As a member of the Cowpens National Battlefield's Youth Conservation Corps, Evelyn Lester is spending the summer trimming weeds and hauling trash.
It's the 15-year-old's first job – hard, hot, and minimum wage. But Evelyn, a rising 10th-grader at Gaffney (S.C.) High School, said it's fun being part of a 12-member team at the 840-acre national park about 60 miles south of Charlotte.
Federal stimulus money has allowed Cowpens to double the number of participants in the eight-week, summer-employment program for ages 15 through 18. Teams are also working at the Kings Mountain National Military Park and Ninety Six National Historic Site near Greenwood, S.C.
At Cowpens, 50 students applied for the 12 positions, and names were drawn out of a hat. Evelyn works alongside young people from Cherokee and Spartanburg counties in South Carolina and Rutherford County, N.C. She's trying to follow advice from her mother, Michelle, a former youth corps member now working with the National Park Service at Cowpens.
“She told me when you see something that needs to be done, go ahead and do it,” Evelyn said.
Established in the early 1970s, the program gives young people a chance to learn good work habits and stewardship of the land. Daily environmental awareness classes are part of the schedule.
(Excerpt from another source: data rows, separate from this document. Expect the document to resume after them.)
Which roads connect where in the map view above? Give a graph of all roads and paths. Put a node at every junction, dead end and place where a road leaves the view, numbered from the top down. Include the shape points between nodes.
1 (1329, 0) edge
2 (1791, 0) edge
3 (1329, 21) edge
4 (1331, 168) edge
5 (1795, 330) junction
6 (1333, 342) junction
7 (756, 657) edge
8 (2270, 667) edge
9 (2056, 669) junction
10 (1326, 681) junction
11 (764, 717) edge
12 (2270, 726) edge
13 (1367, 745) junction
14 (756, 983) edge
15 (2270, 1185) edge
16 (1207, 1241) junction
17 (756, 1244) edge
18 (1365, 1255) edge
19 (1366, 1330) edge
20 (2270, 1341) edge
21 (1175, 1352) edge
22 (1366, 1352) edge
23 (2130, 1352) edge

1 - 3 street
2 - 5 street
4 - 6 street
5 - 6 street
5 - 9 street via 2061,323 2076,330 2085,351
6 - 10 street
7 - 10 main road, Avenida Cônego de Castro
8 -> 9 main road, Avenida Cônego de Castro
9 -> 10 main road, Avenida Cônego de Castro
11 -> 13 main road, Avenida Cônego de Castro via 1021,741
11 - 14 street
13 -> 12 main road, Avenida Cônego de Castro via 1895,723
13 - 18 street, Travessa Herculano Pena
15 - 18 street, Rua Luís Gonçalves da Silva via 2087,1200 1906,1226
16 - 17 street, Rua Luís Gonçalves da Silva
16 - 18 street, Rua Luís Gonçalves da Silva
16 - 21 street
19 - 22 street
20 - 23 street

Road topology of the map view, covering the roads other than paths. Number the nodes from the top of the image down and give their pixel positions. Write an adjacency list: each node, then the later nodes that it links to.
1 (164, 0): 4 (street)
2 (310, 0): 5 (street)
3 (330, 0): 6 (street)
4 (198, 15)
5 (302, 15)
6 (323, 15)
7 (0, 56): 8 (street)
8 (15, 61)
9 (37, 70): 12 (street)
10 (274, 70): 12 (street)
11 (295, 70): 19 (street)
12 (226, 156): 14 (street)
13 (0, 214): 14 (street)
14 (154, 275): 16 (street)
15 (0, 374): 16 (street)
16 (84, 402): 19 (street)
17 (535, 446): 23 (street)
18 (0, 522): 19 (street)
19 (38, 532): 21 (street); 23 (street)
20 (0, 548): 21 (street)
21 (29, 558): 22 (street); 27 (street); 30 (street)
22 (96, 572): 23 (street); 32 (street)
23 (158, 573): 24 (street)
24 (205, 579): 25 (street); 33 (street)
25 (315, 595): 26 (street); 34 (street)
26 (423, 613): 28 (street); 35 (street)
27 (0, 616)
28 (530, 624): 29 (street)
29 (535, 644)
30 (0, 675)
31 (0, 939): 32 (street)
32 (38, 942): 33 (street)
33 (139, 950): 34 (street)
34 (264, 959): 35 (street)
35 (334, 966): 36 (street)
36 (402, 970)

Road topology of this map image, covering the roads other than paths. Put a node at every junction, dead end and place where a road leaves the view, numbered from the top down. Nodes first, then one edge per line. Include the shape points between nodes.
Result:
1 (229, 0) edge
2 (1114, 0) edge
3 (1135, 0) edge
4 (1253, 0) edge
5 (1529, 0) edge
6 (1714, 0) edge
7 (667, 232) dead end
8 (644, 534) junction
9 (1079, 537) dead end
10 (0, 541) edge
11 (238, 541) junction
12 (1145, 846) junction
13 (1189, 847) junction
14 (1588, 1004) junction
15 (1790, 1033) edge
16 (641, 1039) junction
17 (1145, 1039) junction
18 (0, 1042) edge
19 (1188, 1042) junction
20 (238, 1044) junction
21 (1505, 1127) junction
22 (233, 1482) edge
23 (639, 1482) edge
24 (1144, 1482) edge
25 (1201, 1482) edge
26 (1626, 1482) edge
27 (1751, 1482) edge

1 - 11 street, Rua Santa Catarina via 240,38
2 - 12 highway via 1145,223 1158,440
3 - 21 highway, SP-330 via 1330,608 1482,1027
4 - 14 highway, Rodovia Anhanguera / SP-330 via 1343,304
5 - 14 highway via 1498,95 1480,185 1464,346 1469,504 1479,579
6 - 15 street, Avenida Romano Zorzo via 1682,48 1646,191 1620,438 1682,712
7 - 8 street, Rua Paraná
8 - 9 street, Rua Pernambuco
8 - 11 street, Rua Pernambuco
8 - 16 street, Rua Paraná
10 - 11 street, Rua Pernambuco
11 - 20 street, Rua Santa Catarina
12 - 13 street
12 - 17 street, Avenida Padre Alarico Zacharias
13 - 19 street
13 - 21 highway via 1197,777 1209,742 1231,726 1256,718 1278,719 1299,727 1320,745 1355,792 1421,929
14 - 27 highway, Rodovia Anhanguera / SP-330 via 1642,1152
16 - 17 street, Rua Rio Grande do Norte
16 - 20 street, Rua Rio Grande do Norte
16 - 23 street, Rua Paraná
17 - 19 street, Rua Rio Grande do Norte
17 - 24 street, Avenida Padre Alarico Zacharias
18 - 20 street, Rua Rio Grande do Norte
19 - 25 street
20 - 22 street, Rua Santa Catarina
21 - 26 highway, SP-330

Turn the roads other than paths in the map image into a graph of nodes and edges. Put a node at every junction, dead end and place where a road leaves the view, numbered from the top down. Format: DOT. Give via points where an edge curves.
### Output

“The program also gives young people exposure to what the park is all about, along with a sense of ownership,” said Cowpens Superintendent Tim Stone. “And it helps the park become connected to the community.”
Cowpens is the site of the Jan. 17, 1781, battle where outnumbered American troops under Daniel Morgan defeated a crack British unit led by Lt. Col. Banastre Tarleton.
The section where Morgan scored his victory became a farming community known as the “Battleground.” In the early 1970s, when Park Ranger Ginny Fowler was growing up in nearby Chesnee, S.C., the “Battleground” had a large monument on one acre, but no facilities for visitors.
“I was riding my bike one day and somebody stopped and asked how to get there,” she said. “I wondered why in the world why anyone would want to go to the Battleground. I had no appreciation for the place. Now, I tell people how to get there.”
As the park expanded, a temporary visitors center opened in 1978 and that summer Fowler joined the first youth conservation corps project there.
“We were a tight group,” she said. “I didn't want the summer to end.”
Fowler sees the youth corps as the stepping-stone to her career in the National Park Service.
This summer, crews take turns working in two areas: the main park and the woods.
In the sections most visible to visitors, YCC members are weed-eating, painting, cleaning picnic tables, mulching, pruning trees and picking up litter.
In the woods, they're hauling off debris from old homes and businesses demolished when the park was being developed in the 1970s. Entangled in the jungle are foundations of houses, brick, metal, fencing and old cars.
Fowler said 24 tons of debris has been removed since the youth corps started work on June 8.
Jon Harris of Gaffney is back for his third summer with the crew. So far, he's dodged poison ivy and hasn't been stung by yellow jackets, although “they'll probably get me again before it's all over.”
Flipping burgers was a possibility this summer, said Harris, who is headed to Spartanburg Methodist College in August. But he's glad things worked out for another gig at Cowpens.
“It's the camaraderie,” he said. “Working together. And making a difference.”